I am a 40 with my wife and 10-year old daughter as my only dependents. I have two insurance policies with a total sum assured of Rs 10 lakh for which I pay Rs 35,000 a year as premium. I have started investing in mutual funds since 2008 only. I am with the Army and do not find time to make regular investments. Kindly analyse my investments, I wish to create a savings of Rs 10 lakh for my daughter’s marriage and higher education in 10 years and also save Rs 50 lakh for my retirement. Please advice
– Dinesh Mathur
You have got into investing a bit late in life but you are on the right track by investing in mutual funds and can hope to catch up on the lost time. In your hurry to catch up, your fund selection seems to have gone wrong. Having 87 per cent of your portfolio across four tax saving funds is not the best form of diversification. Moreover, you made one-time lump sum investments, which is not the best way to build a portfolio.
Investing in mutual funds through systematic investment plans (SIP) works well especially over the long-term, which is what you need to get into. And, if diversity is what you are looking at with six funds with four of them being tax saving funds; its not the best way to approach diversification.
We suggest you take a core and satellite investment philosophy, wherein you allocate 70:30 in core and satellite funds. The core funds will comprise of large cap and large- and mid-cap funds. And the satellite will have exposure in mid- and small-cap, sector and multi cap funds. This way, you will get the necessary boost on the combined portfolio returns in the initial years. As you approach the end of your investment horizon, you can move your investments into only large-cap funds.
A life insurance policy is necessarily to take care of your family’s financial needs in case of your death. As you are with the Army, you would be adequately covered by them. It may be a good idea to check on your existing life cover through them and then explore if you need more cover. From the details you have shared; it seems you have a ULIP (unit-linked insurance plan), which neither falls into a pure insurance product or pure investment product. We suggest you check its paid-up value and consider exiting it.
Ideally, you should have a term policy which is a pure risk cover to insure yourself. If your wife is working, you should consider a policy for her as well.
Again, being in the army, you must be covered along with your family for health benefits. Do evaluate your cover and make necessary additions if need be.
Your goal to achieve a savings of Rs 10 lakh in ten years and Rs 50 lakh in twenty years is possible. An investment of Rs 4,000 a month earning annualised 12 per cent will build Rs 9.29 lakh over ten years, whereas the same investment earning 15 per cent will achieve a corpus of Rs 11.14 lakh. If you invest in large cap fund such as Franklin India Bluechip or IDFC Imperial Equity Plan A and large- and mid-cap funds such as Birla Sun Life Frontline Equity Plan A or HDFC Top 200 in which you are already invested; you should be able to reach the goal to save for your daughter’s education and marriage.
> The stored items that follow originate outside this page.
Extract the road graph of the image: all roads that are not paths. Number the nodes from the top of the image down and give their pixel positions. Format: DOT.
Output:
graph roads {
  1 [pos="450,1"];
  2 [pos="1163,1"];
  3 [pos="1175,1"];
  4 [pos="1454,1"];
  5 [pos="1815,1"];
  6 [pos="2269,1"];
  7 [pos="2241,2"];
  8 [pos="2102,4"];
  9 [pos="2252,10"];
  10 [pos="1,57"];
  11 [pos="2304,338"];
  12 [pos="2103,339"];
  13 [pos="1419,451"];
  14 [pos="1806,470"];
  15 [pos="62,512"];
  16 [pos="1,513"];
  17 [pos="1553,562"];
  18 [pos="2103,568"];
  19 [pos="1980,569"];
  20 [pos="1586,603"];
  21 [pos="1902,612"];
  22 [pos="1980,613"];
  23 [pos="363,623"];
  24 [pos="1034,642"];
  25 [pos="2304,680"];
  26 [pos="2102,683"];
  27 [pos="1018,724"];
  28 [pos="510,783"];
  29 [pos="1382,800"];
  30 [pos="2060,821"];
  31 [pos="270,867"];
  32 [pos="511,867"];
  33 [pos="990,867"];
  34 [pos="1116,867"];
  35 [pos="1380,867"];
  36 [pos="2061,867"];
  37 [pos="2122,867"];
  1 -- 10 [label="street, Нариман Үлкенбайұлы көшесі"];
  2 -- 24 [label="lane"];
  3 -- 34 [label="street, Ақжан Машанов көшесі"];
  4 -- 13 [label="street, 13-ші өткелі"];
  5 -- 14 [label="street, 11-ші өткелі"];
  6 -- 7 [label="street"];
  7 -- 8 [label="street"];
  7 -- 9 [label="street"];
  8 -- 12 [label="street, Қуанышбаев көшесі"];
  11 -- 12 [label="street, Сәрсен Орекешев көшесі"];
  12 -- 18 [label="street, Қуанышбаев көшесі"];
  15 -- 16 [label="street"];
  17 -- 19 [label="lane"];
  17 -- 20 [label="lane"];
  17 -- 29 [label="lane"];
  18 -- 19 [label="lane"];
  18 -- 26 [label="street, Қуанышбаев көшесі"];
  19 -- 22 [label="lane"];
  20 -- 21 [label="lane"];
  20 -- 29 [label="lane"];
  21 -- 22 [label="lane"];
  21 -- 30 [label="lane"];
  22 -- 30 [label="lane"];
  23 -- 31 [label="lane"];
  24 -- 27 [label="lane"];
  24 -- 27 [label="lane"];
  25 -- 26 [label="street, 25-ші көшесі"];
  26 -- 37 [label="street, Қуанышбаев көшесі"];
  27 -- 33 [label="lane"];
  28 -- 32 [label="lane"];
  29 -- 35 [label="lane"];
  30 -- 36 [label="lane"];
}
Likewise, if you invest Rs 5,000 a month for twenty years you can reach your retirement goal of Rs 50 lakh if the portfolio earns 12 per cent and Rs 75 lakh if the portfolio earns 15 per cent.
You can reach both your financial goals if you invest regularly and track your investments to alter fund selection if the selected fund is not faring well. Do not wait to get Rs 9,000 a month to start investing, if you do not have that much to invest each month. Start investing small sums through systematic investment plans, which you can supplement over time.
Select funds that are rated 5 or 4 stars as these are consistent leaders in their categories. Review their performance regularly to evaluate its progress towards your financial goals. As you approach your goals, gradually decrease the equity allocation in your portfolio to debt, so that you can be insulated against sudden market movements.
If you contribute more than the suggested sums; you can reach your goals faster or can consider increasing the desired sums for your financial goals. There are no short-cuts to wealth creation and you mention your inability to regularly track your investments. You cannot afford to stay away from tracking your investments. You should at least track your portfolio once a year, but more than that will only help you understand your fund selection and progress better. And, remember never to be a sporadic investor as being regular with investing is the key to long-term wealth creation. Also, do not have too many funds from the same asset management company. Have a portfolio that is well diversified and is built with a clear financial goal.